Imagine giving a single push to a row of glass beads strung on a frictionless wire. Once the beads start moving down the wire, they never stop, like a perpetual motion machine. That’s the idea behind superconductivity – particles flowing without resistance.
For superconductors to work, they need to be cooled to ultra-low temperatures colder than any Arctic blast. That’s how Onnes’ original work cooling helium to near absolute zero temperature set the stage for his unexpected discovery of superconductivity.
The discovery
Onnes, a physics professor at the University of Leiden in the Netherlands, built the leading low-temperature physics laboratory in the world in the first decade of the 20th century.
His lab was the first to turn helium from a gas to a liquid by making the gas expand and cool. His lab managed to cool helium this way to a temperature of -452 degrees Farenheit (-269 degrees Celsius).

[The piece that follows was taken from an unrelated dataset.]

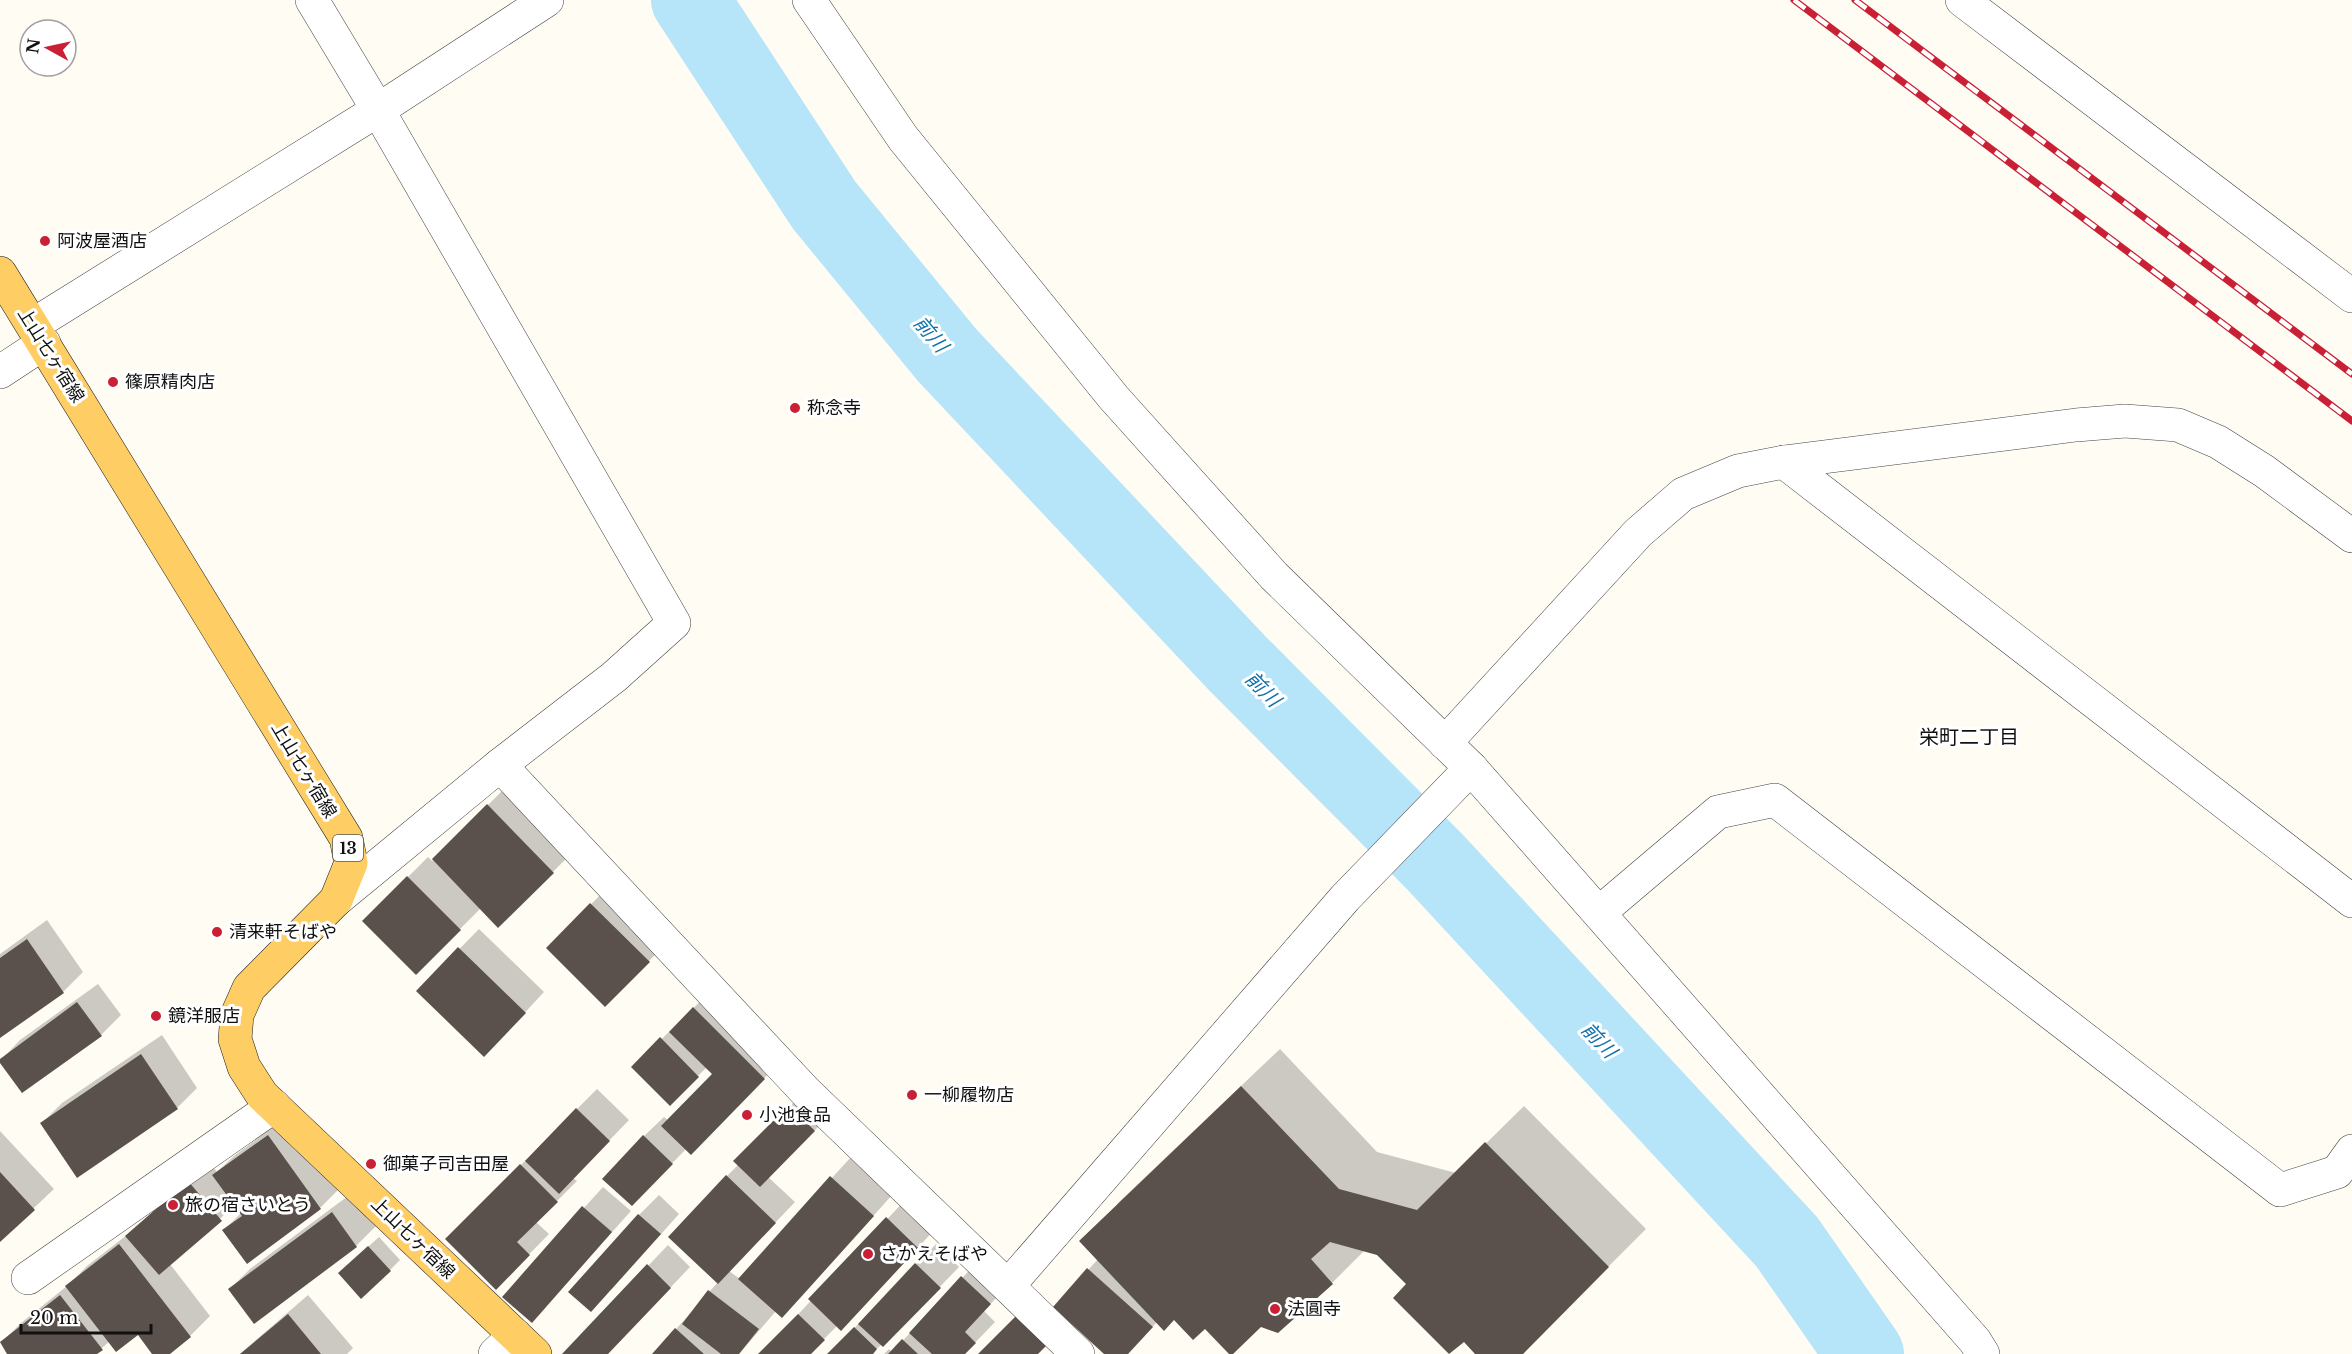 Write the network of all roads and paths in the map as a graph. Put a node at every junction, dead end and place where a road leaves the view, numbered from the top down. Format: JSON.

Onnes then began studying the electrical conductivity of metals at these cold temperatures. He started with mercury because mercury in liquid form can conduct electricity, making it easy to fill into glass tubes. At low temperatures, the mercury would freeze solid, creating metallic wires that Onnes could use in his conductivity experiments.
On April 8, 1911, his lab technicians transferred liquid helium into a measurement cryostat – a glass container with a vacuum jacket to insulate it from…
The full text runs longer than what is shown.